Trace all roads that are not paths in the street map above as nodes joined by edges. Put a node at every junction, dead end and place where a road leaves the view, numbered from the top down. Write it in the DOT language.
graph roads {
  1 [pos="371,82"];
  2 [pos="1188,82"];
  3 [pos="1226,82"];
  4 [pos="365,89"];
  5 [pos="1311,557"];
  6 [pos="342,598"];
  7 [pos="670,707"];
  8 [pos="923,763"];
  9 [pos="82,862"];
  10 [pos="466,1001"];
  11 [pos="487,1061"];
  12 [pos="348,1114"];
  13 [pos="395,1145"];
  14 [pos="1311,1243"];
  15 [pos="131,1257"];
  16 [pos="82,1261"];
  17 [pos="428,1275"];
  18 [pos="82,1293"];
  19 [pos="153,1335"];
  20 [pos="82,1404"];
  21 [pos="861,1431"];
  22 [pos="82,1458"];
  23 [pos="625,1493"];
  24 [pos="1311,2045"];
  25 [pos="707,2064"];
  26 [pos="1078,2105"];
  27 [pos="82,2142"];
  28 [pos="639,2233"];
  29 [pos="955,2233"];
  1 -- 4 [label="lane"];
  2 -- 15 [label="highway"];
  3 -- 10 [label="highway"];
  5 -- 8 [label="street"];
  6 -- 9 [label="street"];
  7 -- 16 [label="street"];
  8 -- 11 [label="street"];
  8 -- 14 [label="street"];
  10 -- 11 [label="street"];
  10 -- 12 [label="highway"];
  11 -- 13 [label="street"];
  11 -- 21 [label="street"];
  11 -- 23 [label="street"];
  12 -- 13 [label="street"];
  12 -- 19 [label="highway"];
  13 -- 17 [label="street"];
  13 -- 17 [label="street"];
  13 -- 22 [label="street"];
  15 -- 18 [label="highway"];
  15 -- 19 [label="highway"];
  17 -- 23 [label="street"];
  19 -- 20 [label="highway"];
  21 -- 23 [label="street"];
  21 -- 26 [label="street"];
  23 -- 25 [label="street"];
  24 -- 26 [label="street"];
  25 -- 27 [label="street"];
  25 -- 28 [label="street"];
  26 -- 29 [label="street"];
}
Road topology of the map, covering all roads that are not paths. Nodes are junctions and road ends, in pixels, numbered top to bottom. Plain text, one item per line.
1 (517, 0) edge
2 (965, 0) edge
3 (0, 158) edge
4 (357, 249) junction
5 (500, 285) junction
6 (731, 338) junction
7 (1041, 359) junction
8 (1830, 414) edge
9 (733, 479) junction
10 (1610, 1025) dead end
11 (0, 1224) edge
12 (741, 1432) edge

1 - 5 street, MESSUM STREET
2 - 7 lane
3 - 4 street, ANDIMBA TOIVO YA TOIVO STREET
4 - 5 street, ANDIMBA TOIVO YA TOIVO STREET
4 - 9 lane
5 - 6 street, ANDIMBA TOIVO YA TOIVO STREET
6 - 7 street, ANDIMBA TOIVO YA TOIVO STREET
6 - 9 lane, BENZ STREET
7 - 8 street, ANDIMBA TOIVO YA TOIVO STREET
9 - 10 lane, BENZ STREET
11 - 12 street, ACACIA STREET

→ WORK TO COMPLETE:
Transcribe the whole listing above, keeping each line exactly as written.

→ ANSWER BOX:
Trace all roads that are not paths in the street map above as nodes joined by edges. Put a node at every junction, dead end and place where a road leaves the view, numbered from the top down. Write it in the DOT language.
graph roads {
  1 [pos="371,82"];
  2 [pos="1188,82"];
  3 [pos="1226,82"];
  4 [pos="365,89"];
  5 [pos="1311,557"];
  6 [pos="342,598"];
  7 [pos="670,707"];
  8 [pos="923,763"];
  9 [pos="82,862"];
  10 [pos="466,1001"];
  11 [pos="487,1061"];
  12 [pos="348,1114"];
  13 [pos="395,1145"];
  14 [pos="1311,1243"];
  15 [pos="131,1257"];
  16 [pos="82,1261"];
  17 [pos="428,1275"];
  18 [pos="82,1293"];
  19 [pos="153,1335"];
  20 [pos="82,1404"];
  21 [pos="861,1431"];
  22 [pos="82,1458"];
  23 [pos="625,1493"];
  24 [pos="1311,2045"];
  25 [pos="707,2064"];
  26 [pos="1078,2105"];
  27 [pos="82,2142"];
  28 [pos="639,2233"];
  29 [pos="955,2233"];
  1 -- 4 [label="lane"];
  2 -- 15 [label="highway"];
  3 -- 10 [label="highway"];
  5 -- 8 [label="street"];
  6 -- 9 [label="street"];
  7 -- 16 [label="street"];
  8 -- 11 [label="street"];
  8 -- 14 [label="street"];
  10 -- 11 [label="street"];
  10 -- 12 [label="highway"];
  11 -- 13 [label="street"];
  11 -- 21 [label="street"];
  11 -- 23 [label="street"];
  12 -- 13 [label="street"];
  12 -- 19 [label="highway"];
  13 -- 17 [label="street"];
  13 -- 17 [label="street"];
  13 -- 22 [label="street"];
  15 -- 18 [label="highway"];
  15 -- 19 [label="highway"];
  17 -- 23 [label="street"];
  19 -- 20 [label="highway"];
  21 -- 23 [label="street"];
  21 -- 26 [label="street"];
  23 -- 25 [label="street"];
  24 -- 26 [label="street"];
  25 -- 27 [label="street"];
  25 -- 28 [label="street"];
  26 -- 29 [label="street"];
}
Road topology of the map, covering all roads that are not paths. Nodes are junctions and road ends, in pixels, numbered top to bottom. Plain text, one item per line.
1 (517, 0) edge
2 (965, 0) edge
3 (0, 158) edge
4 (357, 249) junction
5 (500, 285) junction
6 (731, 338) junction
7 (1041, 359) junction
8 (1830, 414) edge
9 (733, 479) junction
10 (1610, 1025) dead end
11 (0, 1224) edge
12 (741, 1432) edge

1 - 5 street, MESSUM STREET
2 - 7 lane
3 - 4 street, ANDIMBA TOIVO YA TOIVO STREET
4 - 5 street, ANDIMBA TOIVO YA TOIVO STREET
4 - 9 lane
5 - 6 street, ANDIMBA TOIVO YA TOIVO STREET
6 - 7 street, ANDIMBA TOIVO YA TOIVO STREET
6 - 9 lane, BENZ STREET
7 - 8 street, ANDIMBA TOIVO YA TOIVO STREET
9 - 10 lane, BENZ STREET
11 - 12 street, ACACIA STREET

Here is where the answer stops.